Lines in the listing below may contain the string "Meriwether". Say how many do, giving only the number.
----- Data for review
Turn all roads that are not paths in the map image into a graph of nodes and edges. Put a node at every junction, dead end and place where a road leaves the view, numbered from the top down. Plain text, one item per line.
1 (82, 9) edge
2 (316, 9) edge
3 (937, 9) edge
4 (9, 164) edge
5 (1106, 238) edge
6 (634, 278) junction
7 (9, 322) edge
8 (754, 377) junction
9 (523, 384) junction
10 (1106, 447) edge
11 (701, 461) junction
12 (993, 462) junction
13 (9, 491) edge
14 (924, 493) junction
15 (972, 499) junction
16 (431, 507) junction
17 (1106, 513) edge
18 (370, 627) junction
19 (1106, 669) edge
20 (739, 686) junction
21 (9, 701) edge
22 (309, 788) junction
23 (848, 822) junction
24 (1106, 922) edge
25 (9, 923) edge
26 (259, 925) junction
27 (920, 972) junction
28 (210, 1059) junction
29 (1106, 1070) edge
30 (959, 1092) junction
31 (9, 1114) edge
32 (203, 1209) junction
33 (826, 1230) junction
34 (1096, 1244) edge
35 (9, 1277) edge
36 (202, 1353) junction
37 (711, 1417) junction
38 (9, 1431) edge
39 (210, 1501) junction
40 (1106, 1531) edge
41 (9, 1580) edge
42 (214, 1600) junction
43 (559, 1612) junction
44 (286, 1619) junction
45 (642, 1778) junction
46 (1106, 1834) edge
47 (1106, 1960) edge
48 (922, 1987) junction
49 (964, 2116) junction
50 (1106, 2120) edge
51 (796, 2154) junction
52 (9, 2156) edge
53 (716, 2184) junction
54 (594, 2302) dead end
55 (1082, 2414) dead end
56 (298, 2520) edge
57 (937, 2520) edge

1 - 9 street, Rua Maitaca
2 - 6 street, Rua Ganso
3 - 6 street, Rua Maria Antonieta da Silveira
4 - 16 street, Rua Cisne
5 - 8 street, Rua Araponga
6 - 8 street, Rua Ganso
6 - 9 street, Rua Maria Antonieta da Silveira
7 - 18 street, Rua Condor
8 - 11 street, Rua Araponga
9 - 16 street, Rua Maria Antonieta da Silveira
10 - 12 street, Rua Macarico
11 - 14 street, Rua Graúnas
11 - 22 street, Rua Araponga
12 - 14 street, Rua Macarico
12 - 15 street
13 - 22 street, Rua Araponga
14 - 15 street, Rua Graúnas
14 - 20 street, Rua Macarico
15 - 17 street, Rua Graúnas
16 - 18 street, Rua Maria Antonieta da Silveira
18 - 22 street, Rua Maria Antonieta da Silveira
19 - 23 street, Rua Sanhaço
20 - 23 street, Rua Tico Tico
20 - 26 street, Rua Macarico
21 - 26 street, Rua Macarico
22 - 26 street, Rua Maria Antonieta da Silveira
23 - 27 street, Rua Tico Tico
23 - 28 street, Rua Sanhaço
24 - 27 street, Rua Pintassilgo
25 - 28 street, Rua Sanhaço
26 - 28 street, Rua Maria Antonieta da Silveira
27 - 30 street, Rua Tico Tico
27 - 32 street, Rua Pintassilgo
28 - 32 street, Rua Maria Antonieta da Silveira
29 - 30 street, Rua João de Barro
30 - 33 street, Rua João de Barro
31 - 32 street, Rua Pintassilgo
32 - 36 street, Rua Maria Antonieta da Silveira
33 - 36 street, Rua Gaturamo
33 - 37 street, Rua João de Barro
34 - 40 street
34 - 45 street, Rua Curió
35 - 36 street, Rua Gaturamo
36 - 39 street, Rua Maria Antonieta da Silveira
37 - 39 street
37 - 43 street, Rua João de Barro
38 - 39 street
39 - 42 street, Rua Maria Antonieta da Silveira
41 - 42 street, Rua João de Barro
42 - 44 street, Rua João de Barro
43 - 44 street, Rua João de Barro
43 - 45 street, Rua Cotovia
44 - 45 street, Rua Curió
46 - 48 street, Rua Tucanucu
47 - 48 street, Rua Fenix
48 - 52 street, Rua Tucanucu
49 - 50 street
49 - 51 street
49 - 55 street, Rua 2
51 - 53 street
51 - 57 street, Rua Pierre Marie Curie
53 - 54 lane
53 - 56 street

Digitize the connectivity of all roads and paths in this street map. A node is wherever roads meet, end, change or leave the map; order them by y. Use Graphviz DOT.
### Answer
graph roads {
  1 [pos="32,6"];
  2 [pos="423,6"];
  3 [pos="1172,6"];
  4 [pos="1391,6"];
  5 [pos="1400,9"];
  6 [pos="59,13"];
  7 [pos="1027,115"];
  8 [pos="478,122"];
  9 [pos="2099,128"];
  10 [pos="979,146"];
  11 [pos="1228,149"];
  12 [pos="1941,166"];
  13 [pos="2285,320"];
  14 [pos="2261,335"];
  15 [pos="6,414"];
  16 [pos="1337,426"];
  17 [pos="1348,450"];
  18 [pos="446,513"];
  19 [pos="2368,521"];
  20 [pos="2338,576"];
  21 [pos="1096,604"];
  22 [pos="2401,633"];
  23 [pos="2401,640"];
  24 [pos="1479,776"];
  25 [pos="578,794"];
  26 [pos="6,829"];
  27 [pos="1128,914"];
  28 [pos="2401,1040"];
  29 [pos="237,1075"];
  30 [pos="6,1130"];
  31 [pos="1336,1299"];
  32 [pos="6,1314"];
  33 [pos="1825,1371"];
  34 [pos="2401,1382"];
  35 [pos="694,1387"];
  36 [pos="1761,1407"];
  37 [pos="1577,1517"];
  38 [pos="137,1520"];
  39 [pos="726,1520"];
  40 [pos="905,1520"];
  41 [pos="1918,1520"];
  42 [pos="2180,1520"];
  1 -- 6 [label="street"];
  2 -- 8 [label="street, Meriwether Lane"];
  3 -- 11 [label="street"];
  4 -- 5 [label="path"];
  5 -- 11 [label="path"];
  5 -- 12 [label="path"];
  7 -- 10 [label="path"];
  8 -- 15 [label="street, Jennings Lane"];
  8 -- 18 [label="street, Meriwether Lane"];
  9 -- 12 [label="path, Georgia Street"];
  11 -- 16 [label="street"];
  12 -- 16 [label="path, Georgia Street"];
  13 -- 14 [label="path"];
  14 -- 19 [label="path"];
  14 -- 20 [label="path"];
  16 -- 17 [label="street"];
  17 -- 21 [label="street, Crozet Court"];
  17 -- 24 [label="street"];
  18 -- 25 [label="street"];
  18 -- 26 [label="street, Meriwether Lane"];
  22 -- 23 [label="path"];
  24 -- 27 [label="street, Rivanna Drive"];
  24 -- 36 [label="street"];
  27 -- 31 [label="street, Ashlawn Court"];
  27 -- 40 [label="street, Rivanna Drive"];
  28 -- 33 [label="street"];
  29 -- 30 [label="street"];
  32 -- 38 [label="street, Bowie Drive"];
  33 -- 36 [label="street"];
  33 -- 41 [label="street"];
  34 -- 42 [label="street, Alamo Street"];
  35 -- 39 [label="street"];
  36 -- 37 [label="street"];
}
----------
__Result of this exercise__
3